DDOT recently commissioned a feasibility study for the Anacostia Riverwalk Gateway Trail Segment that would connect the Fort Lincoln area to PG County's Anacostia Trail (and thus DC's Anacostia Riverwalk Trail) via the New York Avenue bridge and they determined that while difficult, it would be possible, but much easier if an on-street route were chosen.
Back in 2013, a group of cyclists in the neighborhood began to plan for a possible connection, and one member of that group, Robert Looper III, decided to run for an ANC seat in order to facilitate it. Last year ANC 5C passed a resolution in support of a 2 mile long trail that starts Bladensburg Road and then follows the DC/MD boundary to New York Avenue where it crosses the Anacostia on the New York Avenue Bridge. DDOT and the OP agreed to study it and the feasibility report about it has now been completed.

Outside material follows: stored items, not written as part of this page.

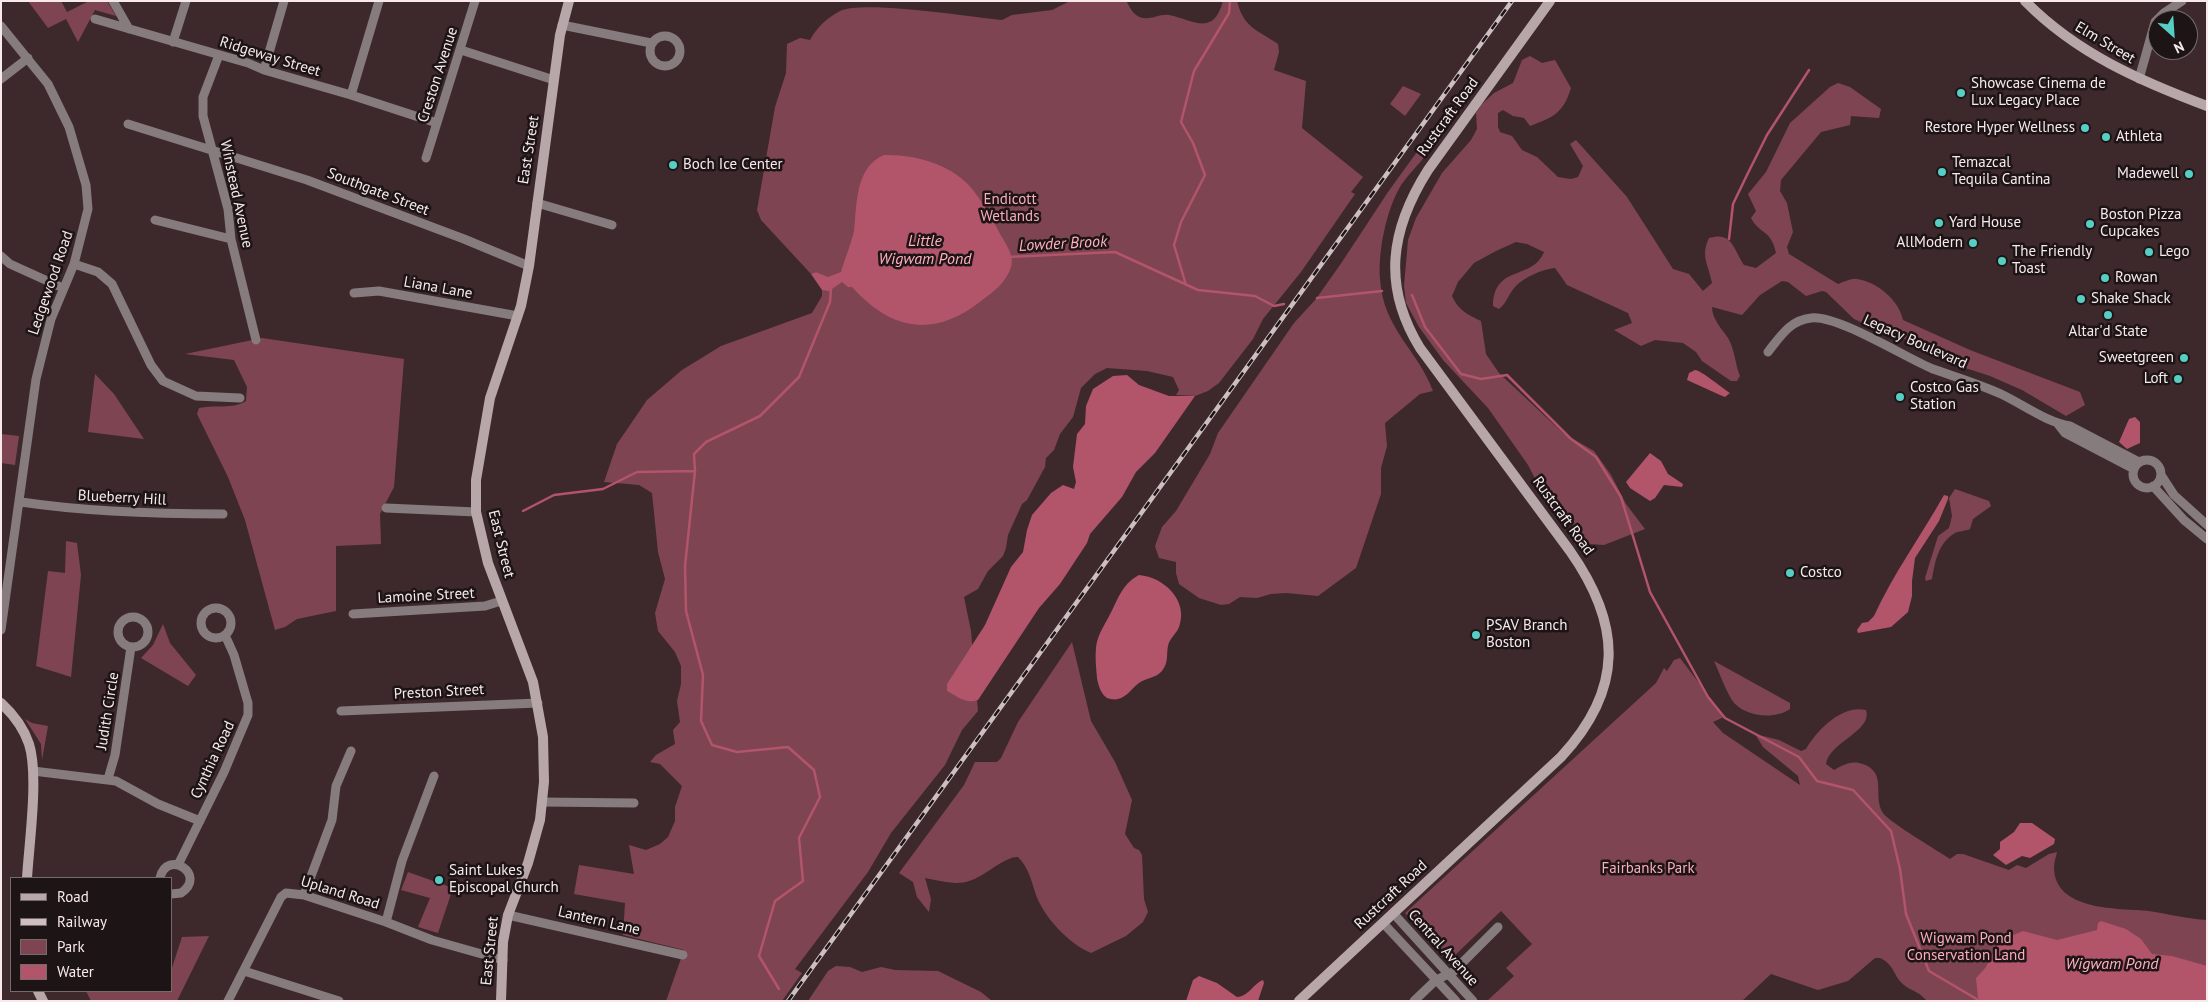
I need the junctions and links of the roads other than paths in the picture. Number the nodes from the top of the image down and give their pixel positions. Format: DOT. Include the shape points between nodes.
graph roads {
  1 [pos="114,1"];
  2 [pos="186,1"];
  3 [pos="284,1"];
  4 [pos="379,1"];
  5 [pos="475,1"];
  6 [pos="569,1"];
  7 [pos="1550,1"];
  8 [pos="2025,1"];
  9 [pos="2182,1"];
  10 [pos="95,19"];
  11 [pos="562,25"];
  12 [pos="1,26"];
  13 [pos="129,29"];
  14 [pos="173,42"];
  15 [pos="651,43"];
  16 [pos="461,50"];
  17 [pos="219,55"];
  18 [pos="28,58"];
  19 [pos="264,70"];
  20 [pos="1,79"];
  21 [pos="2139,79"];
  22 [pos="554,80"];
  23 [pos="351,95"];
  24 [pos="2207,106"];
  25 [pos="436,123"];
  26 [pos="128,124"];
  27 [pos="214,152"];
  28 [pos="426,158"];
  29 [pos="537,203"];
  30 [pos="155,220"];
  31 [pos="612,225"];
  32 [pos="231,239"];
  33 [pos="1,256"];
  34 [pos="74,264"];
  35 [pos="529,266"];
  36 [pos="63,288"];
  37 [pos="354,293"];
  38 [pos="518,316"];
  39 [pos="256,340"];
  40 [pos="1768,352"];
  41 [pos="240,398"];
  42 [pos="2136,466"];
  43 [pos="2161,475"];
  44 [pos="2153,486"];
  45 [pos="20,502"];
  46 [pos="386,508"];
  47 [pos="476,512"];
  48 [pos="223,514"];
  49 [pos="2207,525"];
  50 [pos="2207,539"];
  51 [pos="501,601"];
  52 [pos="352,614"];
  53 [pos="1,630"];
  54 [pos="225,635"];
  55 [pos="131,647"];
  56 [pos="538,703"];
  57 [pos="1,704"];
  58 [pos="341,710"];
  59 [pos="351,751"];
  60 [pos="33,771"];
  61 [pos="434,776"];
  62 [pos="108,779"];
  63 [pos="542,802"];
  64 [pos="634,803"];
  65 [pos="200,821"];
  66 [pos="178,865"];
  67 [pos="27,877"];
  68 [pos="161,877"];
  69 [pos="172,894"];
  70 [pos="304,895"];
  71 [pos="1393,913"];
  72 [pos="508,915"];
  73 [pos="386,922"];
  74 [pos="1383,923"];
  75 [pos="1498,927"];
  76 [pos="682,955"];
  77 [pos="503,960"];
  78 [pos="244,971"];
  79 [pos="1448,974"];
  80 [pos="1436,980"];
  81 [pos="228,1001"];
  82 [pos="339,1001"];
  83 [pos="502,1001"];
  84 [pos="1299,1001"];
  85 [pos="1414,1001"];
  86 [pos="1456,1001"];
  87 [pos="1473,1001"];
  1 -- 13 [label="street"];
  2 -- 14 [label="street"];
  3 -- 19 [label="street"];
  4 -- 23 [label="street"];
  5 -- 16 [label="street, Creston Avenue"];
  6 -- 11 [label="main road, East Street"];
  7 -- 71 [label="main road, Rustcraft Road" via="1412,196 1398,234 1395,280 1406,321 1420,348 1592,584 1607,629 1608,670 1596,709 1574,743"];
  8 -- 21 [label="main road, Elm Street" via="2070,40 2100,60"];
  9 -- 21 [label="street" via="2155,22"];
  10 -- 13 [label="street, Ridgeway Street"];
  11 -- 15 [label="street"];
  11 -- 22 [label="main road, East Street"];
  12 -- 18 [label="street, Ledgewood Road"];
  13 -- 14 [label="street, Ridgeway Street"];
  14 -- 17 [label="street, Ridgeway Street"];
  16 -- 22 [label="street"];
  16 -- 25 [label="street, Creston Avenue"];
  17 -- 19 [label="street, Ridgeway Street"];
  17 -- 27 [label="street, Winstead Avenue" via="203,97 203,116"];
  18 -- 20 [label="street"];
  18 -- 34 [label="street, Ledgewood Road" via="48,84 69,127 86,185 88,209"];
  19 -- 23 [label="street, Ridgeway Street"];
  21 -- 24 [label="main road, Elm Street"];
  22 -- 29 [label="main road, East Street"];
  23 -- 25 [label="street, Ridgeway Street"];
  25 -- 28 [label="street, Creston Avenue"];
  26 -- 27 [label="street, Southgate Street"];
  27 -- 32 [label="street, Winstead Avenue" via="228,209"];
  27 -- 35 [label="street, Southgate Street" via="307,180"];
  29 -- 31 [label="street"];
  29 -- 35 [label="main road, East Street"];
  30 -- 32 [label="street"];
  32 -- 39 [label="street, Winstead Avenue"];
  33 -- 36 [label="street" via="10,264"];
  34 -- 36 [label="street, Ledgewood Road"];
  34 -- 41 [label="street" via="98,272 112,284 151,365 163,381 196,396"];
  35 -- 38 [label="main road, East Street"];
  36 -- 45 [label="street, Ledgewood Road" via="51,319 36,379"];
  37 -- 38 [label="street, Liana Lane" via="380,291"];
  38 -- 47 [label="main road, East Street" via="490,398 476,480"];
  40 -- 42 [label="street, Legacy Boulevard" via="1786,329 1796,322 1811,318 1829,319 1922,363 2002,394 2058,424 2070,426"];
  42 -- 43 [label="street" via="2146,460 2153,461 2159,466"];
  42 -- 44 [label="street" via="2134,478 2139,485"];
  43 -- 44 [label="street"];
  43 -- 49 [label="street" via="2174,495"];
  44 -- 50 [label="street" via="2184,520"];
  45 -- 48 [label="street, Blueberry Hill" via="144,514"];
  45 -- 53 [label="street, Ledgewood Road"];
  46 -- 47 [label="street"];
  47 -- 51 [label="main road, East Street"];
  51 -- 52 [label="street, Lamoine Street" via="485,606"];
  51 -- 56 [label="main road, East Street" via="534,682"];
  54 -- 65 [label="street, Cynthia Road" via="240,674 248,715 244,730"];
  55 -- 62 [label="street, Judith Circle" via="115,755"];
  56 -- 58 [label="street, Preston Street"];
  56 -- 63 [label="main road, East Street" via="543,737"];
  57 -- 60 [label="main road" via="21,727 29,745"];
  59 -- 70 [label="street" via="336,786 332,820"];
  60 -- 62 [label="street"];
  60 -- 67 [label="main road"];
  61 -- 73 [label="street" via="402,861"];
  62 -- 65 [label="street"];
  63 -- 64 [label="street"];
  63 -- 72 [label="main road, East Street" via="528,863"];
  65 -- 66 [label="street, Cynthia Road"];
  66 -- 68 [label="street, Cynthia Road" via="165,869"];
  66 -- 69 [label="street" via="187,871 190,881 181,893"];
  70 -- 73 [label="street, Upland Road"];
  70 -- 78 [label="street, Upland Road" via="286,892 281,896"];
  71 -- 74 [label="main road, Rustcraft Road"];
  71 -- 79 [label="street, Central Avenue"];
  72 -- 76 [label="street, Lantern Lane"];
  72 -- 77 [label="main road, East Street"];
  73 -- 77 [label="street, Upland Road" via="432,940"];
  74 -- 80 [label="street, Central Avenue"];
  74 -- 84 [label="main road, Rustcraft Road"];
  75 -- 79 [label="street"];
  77 -- 83 [label="main road, East Street"];
  78 -- 81 [label="street, Upland Road"];
  78 -- 82 [label="street"];
  79 -- 80 [label="street"];
  79 -- 87 [label="street, Central Avenue"];
  80 -- 85 [label="street"];
  80 -- 86 [label="street, Central Avenue"];
}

The requested alignment was broken up into four segments - Bladensburg Road, Fort Lincoln Drive, the PEPCO easement along the boundary and the bridge crossing.
Bladensburg road was found to present many challenges due to driveways, retaining walls, fences, buildings that prevent an off-road route on one side, etc... The consultants came up with several possible solutions but recommended a road diet and protected bikeway on the east side of the road.
There are a number of ways to provide a bike facility in this area, which would likely require one or more of the following:
- Removal of one parking/peak hour travel lane
- Reconstruction and/or narrowing of the median
- Reconstruction of existing retaining walls and/or decorative fencing on the east side
- Narrowing of one or both sidewalks
It may be necessary to investigate a two-way on-road bike facility along the east side of Bladensburg road due to the number of high-volume high-turnover driveways along the west side.
The Fort Lincoln Drive section would be the easiest to implement because there's already a trail there. It just needs to be rebuilt. [Aside: The label for Figure 3 says it is looking south, but it is actually looking north. The trail thus is across the street, barely visible in the top right quadrant of the photo]
Portions of the existing paved path have been covered over by landscaping, but it would be relatively easy to widen the trail and reconstruct the portions that have been covered over to provide a continuous off-road facility in this area. A roadway crossing on Fort Lincoln Dr. would be required for access to the Pepco Corridor, and design of this crossing must be carefully considered to ensure that users are visible to drivers on Fort Lincoln Dr.
The PEPCO corridor has lots of land ownership (GSA, NPS and a private company all own parts) and environmental issues.
Much of the open space land is occupied by stormwater management facilities, and a possible constructed wetland related to adjacent development.
It also passes one of DC's Boundary Markers but that's both a complication and an opportunity.
But the biggest problem here is the topography.
Approximately 1,700 feet, or 1/3 of a mile, of the alignment between Fort Lincoln Drive and New York Ave has grades in excess of 7%, and about half of that length exceeds 13%. The grades would need to be flattened in order to comply with Americans with Disabilities Act guidelines and the design criteria listed above. Using the steepest allowable grade, 5%, this would result in the need to construct retaining walls on one or both sides of the trail in excess of 50 feet high.
So the recommend not using the PEPCO alignment and instead building an on-road facility along Fort Lincoln and Commodore Joshua Barney Drives, connecting to New York Avenue farther into DC.
The New York Avenue Crossing would use DC, GSA and NPS owned land and would require the New York Avenue bridge to be widened and then "require additional structural work to accommodate the difference in vertical elevation between the bridge surface and the boardwalk."
There are three alternatives for the bridge expansion that comes from a preliminary structural review performed by the Anacostia Waterfront Initiative. They include cantilevering a widened deck off the side as was done with the Key Bridge; widening the whole bridge (piers, abutments, deck etc...) to include a path or building a new two span bridge parallel to the existing one. Option 3 is shown below.
The three choices would cost $1.9M, $2.2M and $2.0 respectively (but would likely have different lifetime costs as well).
The whole thing, using the recommended alignment, would cost an estimated $10.6M, as opposed to $15M for using the PEPCO ROW. Considering time for planning and design, permitting, bidding and construction, it would take up to 5 years to complete. For perspective, the Kenilworth section of the ART will cost $22.1M for four miles of trail.
I think this is really worthwhile project (though it's too bad the PEPCO alignment is so problematic, I wonder if a hiking trail could be built there). A new connection across the New York Avenue bridge could set up a nice connection to the proposed New York Avenue Trail creating a connection from the Anacostia to the Metropolitan Branch Trail. Unfortunately, it is unfunded right now, but this study could help to get it funded. Perhaps the District could use it to create a TIGER grant proposal.